How to Analyze Your Data with PAUSE
Once you’ve run your analysis in PAUSE, you may be wondering how to interpret the plots you receive. This short guide should assist you in just that.
After running PAUSE Plotter on raw sequencing data, good quality data will produce output that looks like the following:
You will see a continuous region of single coverage and an area of double coverage (above) or increased coverage (below) bracketed by definitive 5′ and 3′ borders.
The red line represents a pile-up of sense starts of the raw sequencing data and the pink line represents a pile-up of antisense starts of the raw sequencing data. These lines correspond to the forward and reverse boundaries of the terminal repeat.
With quality data, once plots are generated the exact positions of the boundaries (to the base pair) can be obtained from the PAUSE Base output.
In some cases, you have low quality data, which is characterised by extremely noisy starts and ends.
Data sets will appear noisy and you will find no defined sense or antisense starts. In truth, the read start data is no more noisy than in good quality data, however due to the much lower sequencing depth, the spikes are significantly higher relatively to the sequence coverage plots (gray). In this case it is not possible to see pile-ups
There are endless possible failure modes with no interpretation, take for example the following:
In other cases, you will see a gradual pile-up of starts or ends and will not be able to confidently predict either the sense/antisense start/end to the terminal repeat. In these cases, terminal redundancies cannot be predicted. Experimentation or re-sequencing will be needed to determine genomic ends or terminal redundancy boundaries, respectively.
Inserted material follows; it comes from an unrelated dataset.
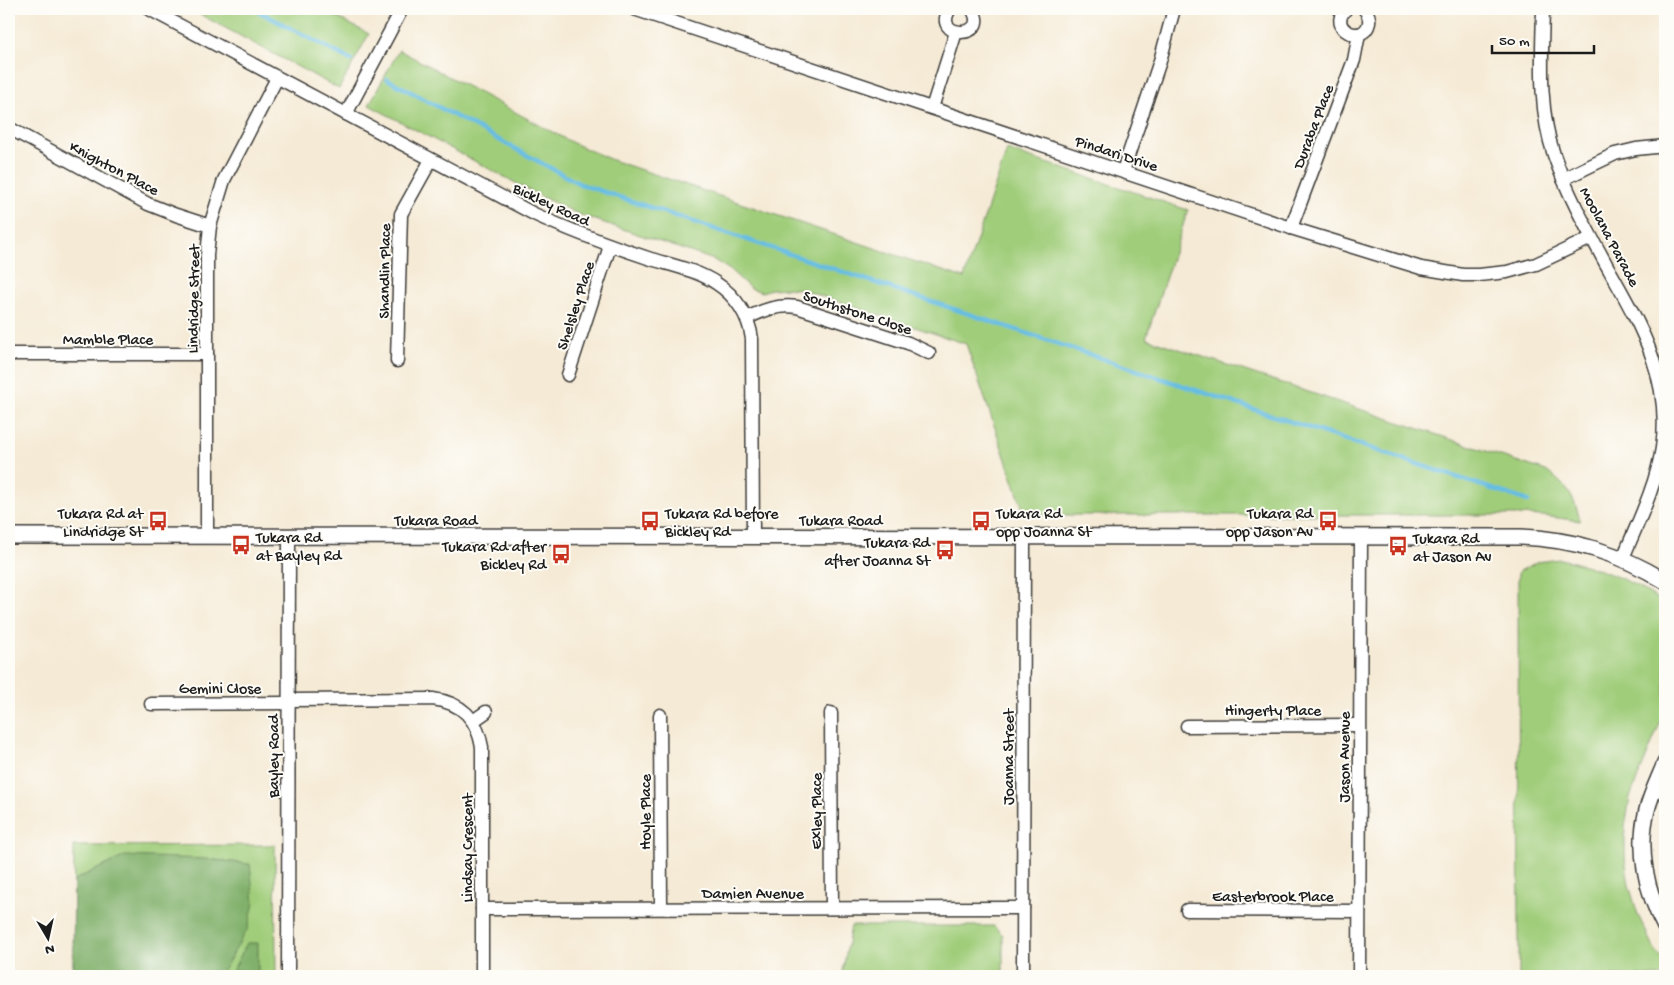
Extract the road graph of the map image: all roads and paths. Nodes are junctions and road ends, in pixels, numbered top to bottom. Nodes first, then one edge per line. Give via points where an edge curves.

|Long TRs||Characterised by regions of double coverage >1.5kb|
|Short TRs||Characterised by regions of double coverage 0-1kb|
|Non-Cos/Headful packaging strategies||No defined appearance in PAUSE and require PCR for closure.|
Running PAUSE in Galaxy
Running PAUSE in Galaxy is very easy to do. We provide a couple of workflows for paired-end and non-paired-end data which should help you get started. Simply upload your SFF or FastQ data (we have an SFF->FastQ converter installed), and run the workflow with the appropriate inputs.
Interpreting your results
PAUSE:Base produces a page that looks like this:
On the left we see a log histogram of starts, and on the right we see a visualization of this. The plot on the right is mainly to provide context for your analysis, and help you make informed decisions about whether or not a location is a start that you’re interested in. This is important to note, due to an old unpatched bug as well as some shortcomings in the particular peak finding algorithm, the numbers above the chart and in the section heading are wrong. Always look at the historgram to positively identify the first base of a repeat region. Here we would see the histogram has a very sharp peak at 23484 and identify that as the first base of the repeat region.
PAUSE fails to find my peaks!
Sometimes, PAUSE will fail to identify peaks that are obviously (to you) peaks. In that case there are a couple of options:
- Lower the SNR (signal to noise) ratio threshold. It defaults to 15, but you can decrease this and obtain larger lists of peaks.
- Manually identification
Since the first option merely requires re-running the tool, we’ll cover the second option. In the CPT:PAUSE toolbox in Galaxy, there is a tool called PAUSE:Histogram. This tool will print out the number of starts at every single base in the entire genome. These very non-specific results can be used in conjunction with PAUSE:Plot. First use PAUSE:Plot to identify regions of interest where you expect the peak to be, then scroll to that location in PAUSE:Histogram to precisely identify the base of interest.